• **Stored items**:
*-*-*
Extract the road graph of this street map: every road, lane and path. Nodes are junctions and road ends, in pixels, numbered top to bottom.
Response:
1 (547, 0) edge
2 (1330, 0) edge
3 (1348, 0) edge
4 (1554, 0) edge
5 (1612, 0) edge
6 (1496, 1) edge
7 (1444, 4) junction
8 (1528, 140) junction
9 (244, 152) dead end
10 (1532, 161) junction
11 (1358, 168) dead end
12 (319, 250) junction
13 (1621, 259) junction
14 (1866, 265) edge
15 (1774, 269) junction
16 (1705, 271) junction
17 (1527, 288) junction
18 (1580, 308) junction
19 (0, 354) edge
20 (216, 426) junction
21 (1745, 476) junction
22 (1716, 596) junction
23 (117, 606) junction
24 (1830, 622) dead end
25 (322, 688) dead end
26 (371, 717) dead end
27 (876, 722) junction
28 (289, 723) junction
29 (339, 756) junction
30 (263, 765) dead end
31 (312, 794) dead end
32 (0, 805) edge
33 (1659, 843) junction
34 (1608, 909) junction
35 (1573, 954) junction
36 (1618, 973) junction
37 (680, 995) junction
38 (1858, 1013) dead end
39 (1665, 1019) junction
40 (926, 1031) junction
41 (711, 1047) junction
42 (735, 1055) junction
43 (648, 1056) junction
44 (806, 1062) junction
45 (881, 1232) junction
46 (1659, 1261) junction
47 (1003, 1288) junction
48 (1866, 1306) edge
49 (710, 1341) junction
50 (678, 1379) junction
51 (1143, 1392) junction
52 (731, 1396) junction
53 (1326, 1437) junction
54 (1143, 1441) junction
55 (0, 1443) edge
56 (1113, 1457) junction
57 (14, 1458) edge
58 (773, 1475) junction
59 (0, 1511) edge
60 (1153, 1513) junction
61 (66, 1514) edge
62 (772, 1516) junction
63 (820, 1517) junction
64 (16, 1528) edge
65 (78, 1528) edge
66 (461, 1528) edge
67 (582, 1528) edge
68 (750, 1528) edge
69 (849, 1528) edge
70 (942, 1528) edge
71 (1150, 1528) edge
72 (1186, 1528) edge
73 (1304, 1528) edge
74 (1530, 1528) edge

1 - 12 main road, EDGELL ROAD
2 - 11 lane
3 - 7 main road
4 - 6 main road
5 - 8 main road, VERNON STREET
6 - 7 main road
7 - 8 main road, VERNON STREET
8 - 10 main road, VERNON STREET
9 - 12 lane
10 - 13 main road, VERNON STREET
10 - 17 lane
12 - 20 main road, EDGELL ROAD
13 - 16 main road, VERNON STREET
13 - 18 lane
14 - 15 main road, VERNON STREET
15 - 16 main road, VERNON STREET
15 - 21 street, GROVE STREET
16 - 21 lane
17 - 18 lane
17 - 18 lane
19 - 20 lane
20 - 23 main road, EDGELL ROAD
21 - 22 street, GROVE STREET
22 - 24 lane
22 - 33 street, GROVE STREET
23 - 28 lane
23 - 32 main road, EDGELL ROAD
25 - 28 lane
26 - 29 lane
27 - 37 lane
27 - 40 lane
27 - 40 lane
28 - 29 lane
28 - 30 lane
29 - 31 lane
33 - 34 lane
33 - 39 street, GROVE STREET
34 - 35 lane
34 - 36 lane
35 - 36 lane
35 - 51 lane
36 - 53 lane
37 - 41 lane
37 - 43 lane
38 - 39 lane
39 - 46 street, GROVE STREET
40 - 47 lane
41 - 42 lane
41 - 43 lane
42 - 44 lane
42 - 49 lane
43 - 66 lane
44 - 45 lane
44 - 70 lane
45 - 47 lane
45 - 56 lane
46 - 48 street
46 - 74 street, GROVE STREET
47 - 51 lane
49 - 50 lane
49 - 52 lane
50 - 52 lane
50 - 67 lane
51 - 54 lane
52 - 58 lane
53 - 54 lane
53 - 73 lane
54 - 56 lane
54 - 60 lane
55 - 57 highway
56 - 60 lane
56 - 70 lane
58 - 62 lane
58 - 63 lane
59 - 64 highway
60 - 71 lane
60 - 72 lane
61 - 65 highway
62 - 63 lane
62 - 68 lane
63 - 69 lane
*-*-*
• **WHAT IS NEEDED**: Your task is to collect every line above that contains the word "highway".

• **ANSWER**:
55 - 57 highway
59 - 64 highway
61 - 65 highway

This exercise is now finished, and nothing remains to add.